The Full Monty – Review

The Full Monty

with Robert Carlyle, Mark Addy, Tom Wilkinson, Steve Huison
Written by Simon Beaufoy
Directed by Peter Cattaneo (Fox Searchlight)
by William Ham

How times have changed for men in the movies. The strong masculine archetype is a thing of the past – the closest we get to the righteous, heroic John Wayne type in the modern cinema is that akido-practicing hunk (of pony-tailed dogwood) Steven Seagal, the anti-hero has been transmogrified into the rampaging prick, and every single comedy Hollywood hacks up these days seems to require that a guy gets slammed in the balls at least once per reel. (I’ve come to consider this the ultimate embodiment of the changing roles of gender in the mass media – women get all the strong, multi-faceted roles these days, and the Sapphic streak that’s recently risen to the surface gives them the opportunity to cut the patriarchy out of the equation entirely, so the men, who still wield most of the power but are feeling increasingly guilty about it, portray themselves as libidinous, self-centered buffoons who deserve all the pain they get. What better way to express their self-loathing than a good, sharp crunch in the yo-yos? Guys, maybe it’s time we learned how to say “sorry” before we turn ourselves into a nation of hurt-looking sopranos with funny walks.)

The testocracy continues its long, slow abdication, the collapse of thousands of years of jealous control over the real perpetuators of the race, and it’s safe to say that we’re going down screaming. The fact that gay films are everywhere lately (and have crossed into the mainstream with the arrival of In & Out) gives you some clue as to the shift – more men are acting effeminate, more women acting butch, and is it me or are actresses even getting taller as they get tougher? The final nail in the misogynist’s coffin had to be Showgirls, a picture so transparent in its hostility (remember the scene where Elizabeth Berkley and Gina Gershon talk about how much they love doggie chow?) that it was almost crazily courageous, the final desperate charge of the losing army in a war rendered unwinnable. So now what? Hollywood, predictably, is stuck for an answer, opting instead to look backwards or split the planet entirely rather than deal with the issue. Yet again, we must look to the Brits, in the form of the surprise hit The Full Monty, to show us the way, to provide a little insight into the flailing fall of manhood in our time and give us a few genuine laughs while doing it.
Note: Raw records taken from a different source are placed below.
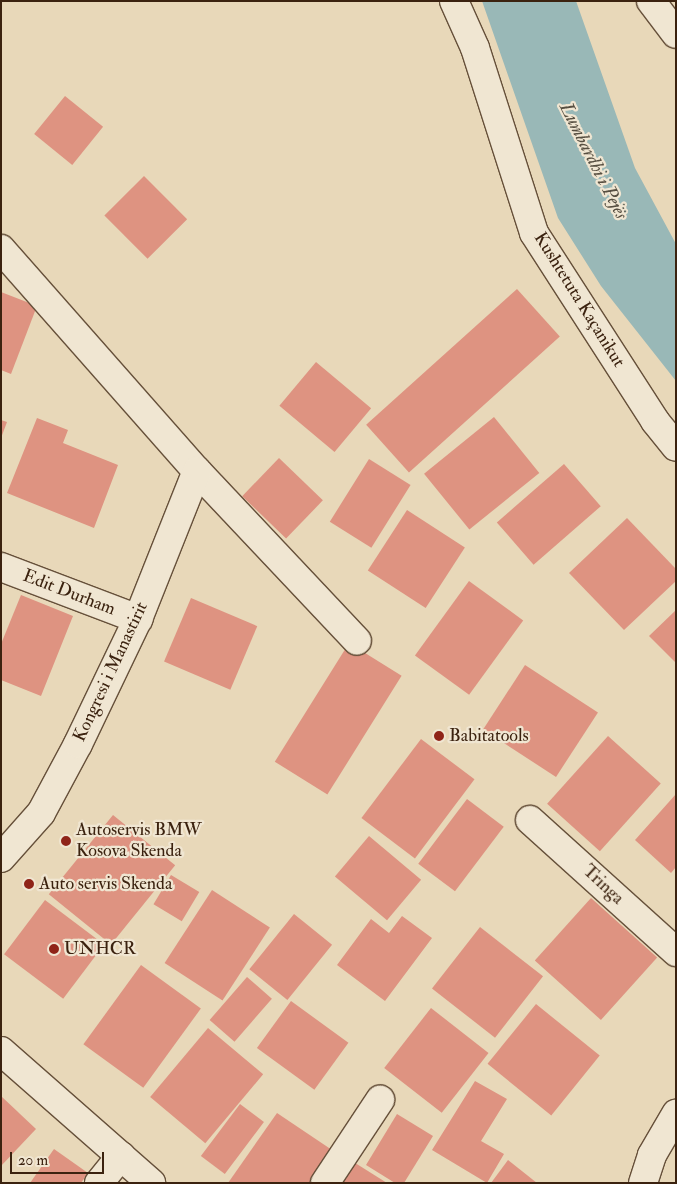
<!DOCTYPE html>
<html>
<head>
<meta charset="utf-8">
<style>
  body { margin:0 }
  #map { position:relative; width:677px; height:1184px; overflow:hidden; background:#e8d8b9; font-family:"IM FELL Double Pica",serif }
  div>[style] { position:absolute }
  .water>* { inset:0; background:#99b8b7 }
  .building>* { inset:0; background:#de9381; transform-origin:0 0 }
  .roads { filter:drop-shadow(1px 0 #66503a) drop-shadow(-1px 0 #66503a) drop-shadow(0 1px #66503a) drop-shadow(0 -1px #66503a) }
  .minor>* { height:28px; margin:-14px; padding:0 14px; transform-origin:14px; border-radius:14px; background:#f0e6d2 }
  .dots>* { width:14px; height:14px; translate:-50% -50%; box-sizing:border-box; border:2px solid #f0e6d2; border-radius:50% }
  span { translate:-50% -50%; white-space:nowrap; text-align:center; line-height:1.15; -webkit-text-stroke:4.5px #f0e6d2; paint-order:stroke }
  .street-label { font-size:18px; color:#3b220f }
  .poi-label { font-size:18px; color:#3b220f }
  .left { translate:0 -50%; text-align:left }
  .water-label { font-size:19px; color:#574f41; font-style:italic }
  .frame { position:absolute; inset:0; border:2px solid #3b220f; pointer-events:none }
  .scale { position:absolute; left:10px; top:1152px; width:94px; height:22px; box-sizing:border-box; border:2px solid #3b220f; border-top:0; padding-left:6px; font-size:15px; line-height:18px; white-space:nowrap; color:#3b220f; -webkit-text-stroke:4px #f0e6d2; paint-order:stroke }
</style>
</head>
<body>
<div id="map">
  <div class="water">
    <div style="clip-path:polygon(482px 1px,576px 1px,635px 168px,676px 244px,676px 381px,601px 286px,558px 218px)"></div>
  </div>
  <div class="building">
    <div style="left:65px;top:96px;width:49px;height:49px;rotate:39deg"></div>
    <div style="left:144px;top:176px;width:61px;height:56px;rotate:45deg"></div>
    <div style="left:517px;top:289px;width:64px;height:203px;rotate:48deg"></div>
    <div style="clip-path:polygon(1px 292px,37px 306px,11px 374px,1px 370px)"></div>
    <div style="left:316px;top:362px;width:72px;height:57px;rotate:40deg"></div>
    <div style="left:494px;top:417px;width:72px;height:90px;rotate:51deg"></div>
    <div style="clip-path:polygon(37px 418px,68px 430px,63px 443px,118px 465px,94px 528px,7px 493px)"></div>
    <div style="clip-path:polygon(1px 420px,7px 422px,1px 438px)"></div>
    <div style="left:279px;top:458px;width:61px;height:53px;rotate:44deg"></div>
    <div style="left:369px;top:459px;width:49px;height:74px;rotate:32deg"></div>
    <div style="left:564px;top:464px;width:56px;height:89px;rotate:49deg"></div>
    <div style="left:407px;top:510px;width:69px;height:72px;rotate:33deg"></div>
    <div style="clip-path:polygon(627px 518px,676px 569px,676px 581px,624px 630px,569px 573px)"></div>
    <div style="left:469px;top:581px;width:67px;height:92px;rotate:36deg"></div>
    <div style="clip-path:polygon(21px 595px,73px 616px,41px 696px,1px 680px,1px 644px)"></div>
    <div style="left:191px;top:598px;width:72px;height:69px;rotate:23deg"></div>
    <div style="clip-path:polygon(676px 610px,676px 663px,649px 636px)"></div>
    <div style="left:349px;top:643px;width:62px;height:140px;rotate:32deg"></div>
    <div style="left:525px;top:665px;width:87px;height:77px;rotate:33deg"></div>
    <div style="left:608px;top:736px;width:71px;height:91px;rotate:42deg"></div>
    <div style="left:421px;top:739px;width:67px;height:99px;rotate:37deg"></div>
    <div style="clip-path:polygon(676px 794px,676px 867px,671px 873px,635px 840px)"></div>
    <div style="left:467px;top:799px;width:46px;height:81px;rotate:37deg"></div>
    <div style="left:113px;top:815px;width:80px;height:102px;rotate:39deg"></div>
    <div style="left:369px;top:836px;width:68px;height:53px;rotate:40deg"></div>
    <div style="left:171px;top:875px;width:33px;height:34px;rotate:31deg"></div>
    <div style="left:212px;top:890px;width:69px;height:87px;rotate:33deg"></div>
    <div style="left:591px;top:898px;width:89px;height:84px;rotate:42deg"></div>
    <div style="left:45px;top:900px;width:74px;height:68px;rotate:37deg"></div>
    <div style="left:294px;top:914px;width:49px;height:71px;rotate:39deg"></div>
    <div style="clip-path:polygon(402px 916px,432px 938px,385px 1001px,337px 965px,371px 919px,389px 933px)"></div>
    <div style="left:480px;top:927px;width:80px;height:78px;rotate:38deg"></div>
    <div style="left:141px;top:965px;width:74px;height:98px;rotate:36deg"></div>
    <div style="left:247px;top:977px;width:33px;height:57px;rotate:41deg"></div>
    <div style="left:291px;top:1001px;width:71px;height:58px;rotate:36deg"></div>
    <div style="left:536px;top:1004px;width:82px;height:77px;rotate:39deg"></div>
    <div style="left:431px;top:1008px;width:73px;height:76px;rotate:38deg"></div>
    <div style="left:208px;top:1028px;width:72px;height:90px;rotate:40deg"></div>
    <div style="clip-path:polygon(475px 1081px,507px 1099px,481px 1141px,504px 1154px,487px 1183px,432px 1150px)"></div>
    <div style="clip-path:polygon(1px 1096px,36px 1129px,1px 1166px)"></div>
    <div style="left:240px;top:1104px;width:30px;height:65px;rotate:37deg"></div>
    <div style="clip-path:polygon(277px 1113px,338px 1154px,318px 1183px,228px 1183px)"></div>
    <div style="clip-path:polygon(397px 1114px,433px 1136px,404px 1183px,395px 1183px,366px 1165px)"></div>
    <div style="clip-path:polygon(54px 1149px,88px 1173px,81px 1183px,30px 1183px)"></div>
    <div style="clip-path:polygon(508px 1160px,537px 1183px,491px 1183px)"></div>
    <div style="clip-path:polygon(352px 1161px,387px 1183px,339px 1183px)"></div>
  </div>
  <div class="roads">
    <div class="minor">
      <div style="left:454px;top:1px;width:51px;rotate:65.9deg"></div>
      <div style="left:475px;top:48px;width:194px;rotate:72.3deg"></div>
      <div style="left:534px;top:233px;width:224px;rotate:57.2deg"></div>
      <div style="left:655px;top:421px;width:33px;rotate:51deg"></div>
      <div style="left:651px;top:1px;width:41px;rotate:52.9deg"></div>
      <div style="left:1px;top:249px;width:296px;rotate:48.6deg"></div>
      <div style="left:197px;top:471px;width:233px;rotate:46.7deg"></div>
      <div style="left:1px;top:567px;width:147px;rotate:20.8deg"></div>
      <div style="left:530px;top:820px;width:197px;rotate:42.1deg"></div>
      <div style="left:1px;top:858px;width:60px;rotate:-48.4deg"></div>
      <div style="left:41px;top:813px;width:78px;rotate:-61.8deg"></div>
      <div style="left:78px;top:744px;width:139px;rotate:-64.4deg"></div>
      <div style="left:138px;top:619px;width:159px;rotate:-68.3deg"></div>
      <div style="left:1px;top:1051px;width:200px;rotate:41.3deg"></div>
      <div style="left:99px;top:1183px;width:35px;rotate:-51deg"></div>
      <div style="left:325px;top:1183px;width:100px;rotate:-56.5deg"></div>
      <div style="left:643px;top:1183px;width:29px;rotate:-72deg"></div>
      <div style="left:652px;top:1155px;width:48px;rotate:-59.7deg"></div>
    </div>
  </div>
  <div class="dots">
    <div style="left:439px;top:736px;background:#8f2418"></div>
    <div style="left:66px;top:841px;background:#8f2418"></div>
    <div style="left:29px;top:884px;background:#8f2418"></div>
    <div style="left:54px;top:949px;background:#8f2418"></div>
  </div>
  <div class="street-label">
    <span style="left:579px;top:300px;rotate:58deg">Kushtetuta Kaçanikut</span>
    <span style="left:69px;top:593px;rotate:21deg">Edit Durham</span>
    <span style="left:111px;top:672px;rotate:-65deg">Kongresi i Manastirit</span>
    <span style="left:603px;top:885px;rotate:43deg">Tringa</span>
  </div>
  <div class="poi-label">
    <span class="left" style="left:449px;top:736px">Babitatools</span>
    <span class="left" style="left:76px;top:841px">Autoservis BMW<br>Kosova Skenda</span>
    <span class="left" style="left:39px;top:884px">Auto servis Skenda</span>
    <span class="left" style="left:64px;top:949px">UNHCR</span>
  </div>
  <div class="water-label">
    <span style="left:593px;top:161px;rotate:63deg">Lumbardhi i Pejës</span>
  </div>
  <div class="frame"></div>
  <div class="scale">20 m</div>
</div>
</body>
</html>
Piece by piece, every aspect of masculine pride is thrown into despair within the film’s first twenty minutes. The steel mills of Sheffield are closing, sending hundreds of men to the dole queue, a truly emasculating experience for any man. Gaz (Robert Carlyle, who embodied the psychotic extremes of masculinity as Begbie in Trainspotting) is unable to keep up on his child support and is therefore in danger of losing his fatherhood. His best friend, David (Mark Addy), is self-conscious about his weight to the point of impotence. Their uptight, upmarket ex-foreman, Gerald (Tom Wilkinson) can’t bring himself to admit to his wife that he’s been unemployed for six months. And as the final blow, the town’s women have commandeered a working man’s club for one night to watch a depressingly buff group of Chippendales dancers strip down to their leather g-strings. This, naturally, gives Gaz a completely irrational idea: make a lot of money in a very short time, regain their male pride and give the birds what they can’t get otherwise, by stripping themselves. Sure, the men he ropes in aren’t much to look at, and hell, they can’t even dance, but they can go that final step that the Chippendales won’t: rid themselves of the g-strings and go the full monty.
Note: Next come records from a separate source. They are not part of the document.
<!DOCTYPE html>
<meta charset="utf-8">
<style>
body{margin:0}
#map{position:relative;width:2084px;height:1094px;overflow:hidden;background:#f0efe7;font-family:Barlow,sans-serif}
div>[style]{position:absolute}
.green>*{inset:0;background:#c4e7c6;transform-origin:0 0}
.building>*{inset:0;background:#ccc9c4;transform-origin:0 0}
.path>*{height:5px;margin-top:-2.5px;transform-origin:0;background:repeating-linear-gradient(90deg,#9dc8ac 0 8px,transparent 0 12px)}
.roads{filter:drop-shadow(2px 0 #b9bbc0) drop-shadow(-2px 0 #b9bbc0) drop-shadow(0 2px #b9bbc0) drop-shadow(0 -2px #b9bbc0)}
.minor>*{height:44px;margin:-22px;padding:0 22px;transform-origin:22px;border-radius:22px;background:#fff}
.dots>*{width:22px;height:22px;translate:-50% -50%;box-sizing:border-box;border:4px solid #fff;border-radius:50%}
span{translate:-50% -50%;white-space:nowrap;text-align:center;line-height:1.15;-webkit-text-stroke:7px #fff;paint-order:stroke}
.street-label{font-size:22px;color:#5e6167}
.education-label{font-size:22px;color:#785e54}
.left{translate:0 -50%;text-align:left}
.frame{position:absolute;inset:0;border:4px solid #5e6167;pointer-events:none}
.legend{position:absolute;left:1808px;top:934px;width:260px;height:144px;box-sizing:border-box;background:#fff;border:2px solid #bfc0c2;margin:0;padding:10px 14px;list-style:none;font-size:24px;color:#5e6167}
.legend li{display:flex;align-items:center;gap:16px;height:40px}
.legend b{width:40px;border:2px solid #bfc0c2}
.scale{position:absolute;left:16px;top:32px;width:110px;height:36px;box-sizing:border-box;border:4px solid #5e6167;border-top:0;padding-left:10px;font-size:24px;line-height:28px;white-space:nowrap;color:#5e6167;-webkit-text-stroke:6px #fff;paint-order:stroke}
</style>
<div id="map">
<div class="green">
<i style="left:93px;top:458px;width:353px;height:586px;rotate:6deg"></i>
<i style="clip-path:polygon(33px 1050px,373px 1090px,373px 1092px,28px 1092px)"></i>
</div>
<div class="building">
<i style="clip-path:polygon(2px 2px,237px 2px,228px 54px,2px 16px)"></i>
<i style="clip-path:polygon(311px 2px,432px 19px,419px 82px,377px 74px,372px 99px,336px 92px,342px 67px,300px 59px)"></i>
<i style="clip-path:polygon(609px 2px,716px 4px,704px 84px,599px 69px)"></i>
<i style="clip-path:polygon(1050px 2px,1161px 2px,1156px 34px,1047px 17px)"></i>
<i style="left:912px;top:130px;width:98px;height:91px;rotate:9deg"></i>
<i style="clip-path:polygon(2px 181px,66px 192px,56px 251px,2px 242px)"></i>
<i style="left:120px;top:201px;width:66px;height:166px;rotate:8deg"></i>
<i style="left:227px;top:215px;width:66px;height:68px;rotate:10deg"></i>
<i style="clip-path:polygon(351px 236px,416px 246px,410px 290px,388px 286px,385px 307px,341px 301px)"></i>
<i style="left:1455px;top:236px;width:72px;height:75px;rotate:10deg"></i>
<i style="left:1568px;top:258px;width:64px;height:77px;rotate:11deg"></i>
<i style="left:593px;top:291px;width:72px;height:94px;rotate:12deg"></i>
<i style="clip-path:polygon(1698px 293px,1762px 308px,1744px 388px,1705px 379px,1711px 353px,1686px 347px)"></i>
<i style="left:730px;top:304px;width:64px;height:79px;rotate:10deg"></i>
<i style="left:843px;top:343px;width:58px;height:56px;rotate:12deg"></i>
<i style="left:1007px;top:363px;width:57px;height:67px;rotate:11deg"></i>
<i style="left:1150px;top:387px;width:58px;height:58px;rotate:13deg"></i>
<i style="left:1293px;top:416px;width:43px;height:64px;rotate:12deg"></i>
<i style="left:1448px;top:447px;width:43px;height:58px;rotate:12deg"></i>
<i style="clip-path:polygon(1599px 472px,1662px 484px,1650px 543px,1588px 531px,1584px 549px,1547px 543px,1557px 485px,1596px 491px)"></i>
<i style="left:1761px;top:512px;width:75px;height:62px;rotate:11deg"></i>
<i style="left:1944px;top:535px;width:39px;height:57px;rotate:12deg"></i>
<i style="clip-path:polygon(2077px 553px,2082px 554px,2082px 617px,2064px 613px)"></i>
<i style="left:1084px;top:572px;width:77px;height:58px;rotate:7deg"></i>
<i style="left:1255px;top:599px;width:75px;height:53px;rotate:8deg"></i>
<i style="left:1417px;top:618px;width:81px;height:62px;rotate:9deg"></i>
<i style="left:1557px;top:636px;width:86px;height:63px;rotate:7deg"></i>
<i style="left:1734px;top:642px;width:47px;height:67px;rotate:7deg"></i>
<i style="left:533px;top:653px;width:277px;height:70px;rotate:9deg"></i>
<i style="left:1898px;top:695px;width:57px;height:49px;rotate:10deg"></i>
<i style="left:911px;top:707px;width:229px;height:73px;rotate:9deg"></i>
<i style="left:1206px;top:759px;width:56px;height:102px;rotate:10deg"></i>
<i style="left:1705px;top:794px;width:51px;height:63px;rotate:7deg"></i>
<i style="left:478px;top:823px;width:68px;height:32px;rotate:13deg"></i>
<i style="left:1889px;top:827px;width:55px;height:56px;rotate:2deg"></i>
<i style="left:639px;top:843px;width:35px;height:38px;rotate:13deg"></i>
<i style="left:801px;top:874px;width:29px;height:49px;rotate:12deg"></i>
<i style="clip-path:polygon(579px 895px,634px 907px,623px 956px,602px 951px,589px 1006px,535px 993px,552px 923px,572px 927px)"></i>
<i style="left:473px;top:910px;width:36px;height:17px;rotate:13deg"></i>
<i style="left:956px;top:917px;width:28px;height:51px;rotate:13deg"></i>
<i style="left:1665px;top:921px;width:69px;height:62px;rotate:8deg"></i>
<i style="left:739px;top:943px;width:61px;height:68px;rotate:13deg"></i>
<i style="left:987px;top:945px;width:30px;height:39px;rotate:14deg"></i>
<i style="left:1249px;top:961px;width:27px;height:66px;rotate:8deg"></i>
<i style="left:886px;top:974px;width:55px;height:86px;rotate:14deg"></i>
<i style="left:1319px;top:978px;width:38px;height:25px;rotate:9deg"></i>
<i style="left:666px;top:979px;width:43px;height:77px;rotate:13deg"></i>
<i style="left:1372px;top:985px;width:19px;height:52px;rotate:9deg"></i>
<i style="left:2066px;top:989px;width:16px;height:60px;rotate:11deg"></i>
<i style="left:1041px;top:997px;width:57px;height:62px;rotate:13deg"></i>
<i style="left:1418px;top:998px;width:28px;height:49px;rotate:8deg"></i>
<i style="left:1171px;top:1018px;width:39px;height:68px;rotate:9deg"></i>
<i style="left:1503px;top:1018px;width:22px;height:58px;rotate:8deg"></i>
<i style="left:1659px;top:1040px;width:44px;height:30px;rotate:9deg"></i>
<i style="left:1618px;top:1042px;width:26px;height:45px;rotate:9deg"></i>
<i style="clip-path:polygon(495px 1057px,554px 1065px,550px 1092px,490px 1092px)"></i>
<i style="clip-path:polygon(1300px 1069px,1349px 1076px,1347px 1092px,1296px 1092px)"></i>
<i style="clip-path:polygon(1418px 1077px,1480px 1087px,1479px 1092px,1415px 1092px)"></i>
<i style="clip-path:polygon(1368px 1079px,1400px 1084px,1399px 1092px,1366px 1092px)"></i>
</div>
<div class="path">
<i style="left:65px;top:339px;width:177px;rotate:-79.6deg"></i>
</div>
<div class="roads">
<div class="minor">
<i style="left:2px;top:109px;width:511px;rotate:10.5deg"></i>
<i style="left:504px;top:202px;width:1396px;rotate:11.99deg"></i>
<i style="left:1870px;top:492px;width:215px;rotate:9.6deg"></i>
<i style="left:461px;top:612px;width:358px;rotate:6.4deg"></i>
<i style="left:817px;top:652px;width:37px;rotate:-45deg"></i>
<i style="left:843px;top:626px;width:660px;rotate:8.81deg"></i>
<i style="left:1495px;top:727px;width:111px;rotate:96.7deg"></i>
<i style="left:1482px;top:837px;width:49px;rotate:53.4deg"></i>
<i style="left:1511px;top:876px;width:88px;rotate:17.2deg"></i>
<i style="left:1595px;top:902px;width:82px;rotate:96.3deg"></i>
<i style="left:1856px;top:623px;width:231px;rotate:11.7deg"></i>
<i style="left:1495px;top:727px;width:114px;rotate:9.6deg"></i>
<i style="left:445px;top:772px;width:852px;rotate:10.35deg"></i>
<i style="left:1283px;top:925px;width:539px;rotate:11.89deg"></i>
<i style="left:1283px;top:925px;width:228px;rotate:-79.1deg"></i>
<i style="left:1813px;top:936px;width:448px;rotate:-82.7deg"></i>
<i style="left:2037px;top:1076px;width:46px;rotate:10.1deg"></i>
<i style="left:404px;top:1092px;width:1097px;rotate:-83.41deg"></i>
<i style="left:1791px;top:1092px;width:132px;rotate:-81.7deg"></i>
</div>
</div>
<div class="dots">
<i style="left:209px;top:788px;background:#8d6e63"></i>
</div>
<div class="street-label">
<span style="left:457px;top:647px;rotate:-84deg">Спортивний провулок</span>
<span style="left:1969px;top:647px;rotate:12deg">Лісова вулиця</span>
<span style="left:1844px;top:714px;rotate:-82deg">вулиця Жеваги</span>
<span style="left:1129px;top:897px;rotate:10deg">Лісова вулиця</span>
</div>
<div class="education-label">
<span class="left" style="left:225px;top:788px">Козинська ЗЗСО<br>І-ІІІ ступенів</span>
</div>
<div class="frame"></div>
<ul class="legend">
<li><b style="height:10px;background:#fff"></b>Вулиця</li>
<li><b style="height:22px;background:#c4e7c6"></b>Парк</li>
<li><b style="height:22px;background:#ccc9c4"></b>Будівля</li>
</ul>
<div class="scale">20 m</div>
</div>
In summary, it’s a combination of the old Shirley Temple “let’s-put-on-a-show” plotline, Flashdance and Striptease, as run through the gritty working-class sensibility of Ken Loach with a screwball spin. But what makes The Full Monty so thoroughly charming and innately sly is the way it both laughs at and celebrates the immature, preposterous nature of men, the irresponsibility, vanity, and false bravado that barely mask their total vulnerability, doing all they can to chase away the knowledge that they’re not fooling anyone for a moment. It’s perfect comic territory – embarrassment is one of the most fertile sources of yuks there is, and this scenario wrings a pint-glass’ worth of juice from situations that move between utter humiliation and total obliviousness to the same. (The set-up involving the lads’ [un]dress rehearsal is a classic of escalating mortification; another one, involving a ’70s disco number and the unemployment line, is practically a modern-day reconciliation of the Depression-age fantasy/reality dichotomy of Dennis Potter’s Pennies From Heaven.)

But above all, The Full Monty is the reclamation of a lost art: the male-bonding picture. Age, class, body type, and sexual preference (it’s to the filmmakers’ credit that, when two of its characters are revealed as gay, neither the picture nor the characters make much of it), the usual barriers to inter-gender relationships, all break down in the course of this daft undertaking, and by the inevitable climax of the film (performed to the tune of Tom Jones’ version of Randy Newman’s archly lascivious “You Can Keep Your Hat On”), it pays off with a giddy sense of triumph that’ll send you home with a silly grin on your face. It may, unfortunately, be a fantasy, but what a hopeful one: the modern male letting it all hang out, every imperfection exposed, receiving the warm howl of acceptance and feeling comfortable in his own skin at last.